Rio Tinto Plc (NYSE:RIO) on Thursday confirmed it is in early discussions with Glencore Plc (OTC:GLNCY) regarding a potential combination of part or all of its businesses.
The acquisition may include the possibility of an all-share merger structured as Rio Tinto's acquisition of Glencore via a court-approved scheme of arrangement.
Rio Tinto stated that no offer has been made, terms remain uncertain, and it retains flexibility regarding the transaction structure and consideration.
Notably, as per Rule 2.6(a) of the Code, Rio Tinto has until 5:00 p.m. (London time) on February 05, 2026, to announce either a firm intention to make an offer for Glencore or that it does not intend to proceed.
Biggest Mining Merger
According to Reuters, a completed deal would create a global mining leader with an enterprise value exceeding $200 billion (148 billion pounds).
Rio Tinto currently has a market capitalization of approximately $137 billion, while Glencore is valued at roughly $70 billion, underscoring the potential scale of a possible combination.
History Of Prior Talks
The renewed discussions revive a long and sometimes contentious relationship between the two miners.
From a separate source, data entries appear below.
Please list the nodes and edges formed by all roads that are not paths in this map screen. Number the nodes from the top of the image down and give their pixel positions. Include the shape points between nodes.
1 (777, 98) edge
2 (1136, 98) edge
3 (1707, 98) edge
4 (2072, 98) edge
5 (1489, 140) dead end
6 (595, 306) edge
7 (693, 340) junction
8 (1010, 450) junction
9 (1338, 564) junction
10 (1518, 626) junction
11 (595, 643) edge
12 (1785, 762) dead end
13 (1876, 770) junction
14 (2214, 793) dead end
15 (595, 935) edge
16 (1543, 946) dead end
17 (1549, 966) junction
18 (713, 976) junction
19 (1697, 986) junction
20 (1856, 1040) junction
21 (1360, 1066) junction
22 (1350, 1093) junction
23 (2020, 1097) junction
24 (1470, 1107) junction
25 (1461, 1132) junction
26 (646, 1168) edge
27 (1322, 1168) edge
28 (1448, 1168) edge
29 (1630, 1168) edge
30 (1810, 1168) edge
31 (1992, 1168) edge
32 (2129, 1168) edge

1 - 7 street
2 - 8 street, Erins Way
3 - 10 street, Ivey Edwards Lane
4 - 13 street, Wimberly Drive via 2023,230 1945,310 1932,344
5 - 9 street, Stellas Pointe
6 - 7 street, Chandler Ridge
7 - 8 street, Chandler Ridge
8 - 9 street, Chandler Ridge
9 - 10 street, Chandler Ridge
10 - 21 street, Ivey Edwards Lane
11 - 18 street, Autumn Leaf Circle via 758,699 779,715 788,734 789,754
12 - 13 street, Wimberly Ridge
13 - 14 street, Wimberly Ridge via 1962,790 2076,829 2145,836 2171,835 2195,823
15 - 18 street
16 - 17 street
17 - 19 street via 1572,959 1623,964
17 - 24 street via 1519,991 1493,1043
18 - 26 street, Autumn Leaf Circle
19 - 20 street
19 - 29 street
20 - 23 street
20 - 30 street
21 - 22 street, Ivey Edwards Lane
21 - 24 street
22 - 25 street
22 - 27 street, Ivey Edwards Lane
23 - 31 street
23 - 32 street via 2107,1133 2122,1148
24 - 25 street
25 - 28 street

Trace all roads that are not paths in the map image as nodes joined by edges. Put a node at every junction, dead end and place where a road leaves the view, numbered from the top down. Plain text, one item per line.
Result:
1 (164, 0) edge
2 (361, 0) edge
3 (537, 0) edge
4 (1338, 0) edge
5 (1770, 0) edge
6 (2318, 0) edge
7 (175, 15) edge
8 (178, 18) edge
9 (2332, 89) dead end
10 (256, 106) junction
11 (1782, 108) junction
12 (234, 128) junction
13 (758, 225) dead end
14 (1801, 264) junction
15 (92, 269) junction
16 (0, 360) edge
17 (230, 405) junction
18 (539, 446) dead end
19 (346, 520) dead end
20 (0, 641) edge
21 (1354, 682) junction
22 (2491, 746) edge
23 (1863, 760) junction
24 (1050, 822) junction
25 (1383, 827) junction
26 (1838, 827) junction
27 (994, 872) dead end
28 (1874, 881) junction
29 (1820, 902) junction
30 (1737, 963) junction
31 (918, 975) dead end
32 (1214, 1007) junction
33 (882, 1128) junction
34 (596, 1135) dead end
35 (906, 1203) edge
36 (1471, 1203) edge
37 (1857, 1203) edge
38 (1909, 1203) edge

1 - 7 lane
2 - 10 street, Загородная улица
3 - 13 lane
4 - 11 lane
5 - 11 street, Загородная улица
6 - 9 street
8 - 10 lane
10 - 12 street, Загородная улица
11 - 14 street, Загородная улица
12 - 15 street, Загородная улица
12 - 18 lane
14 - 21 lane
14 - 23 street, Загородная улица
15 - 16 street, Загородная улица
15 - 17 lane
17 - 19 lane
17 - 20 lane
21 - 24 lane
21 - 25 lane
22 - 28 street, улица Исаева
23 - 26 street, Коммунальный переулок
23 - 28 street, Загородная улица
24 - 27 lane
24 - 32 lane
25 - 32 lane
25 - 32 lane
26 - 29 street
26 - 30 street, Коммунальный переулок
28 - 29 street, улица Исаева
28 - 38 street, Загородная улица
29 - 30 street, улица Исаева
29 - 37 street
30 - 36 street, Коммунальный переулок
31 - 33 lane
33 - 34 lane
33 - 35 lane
In 2014, Rio Tinto rejected a merger proposal from Glencore, sparking a public standoff between then-CEO Ivan Glasenberg of Glencore and Rio Tinto's leadership.
More recently, the companies held preliminary merger talks last year, which ultimately collapsed without an agreement.
RIO Price Action: Rio Tinto shares were down 3.46% at $81.28 during premarket trading on Friday, according to Benzinga Pro data.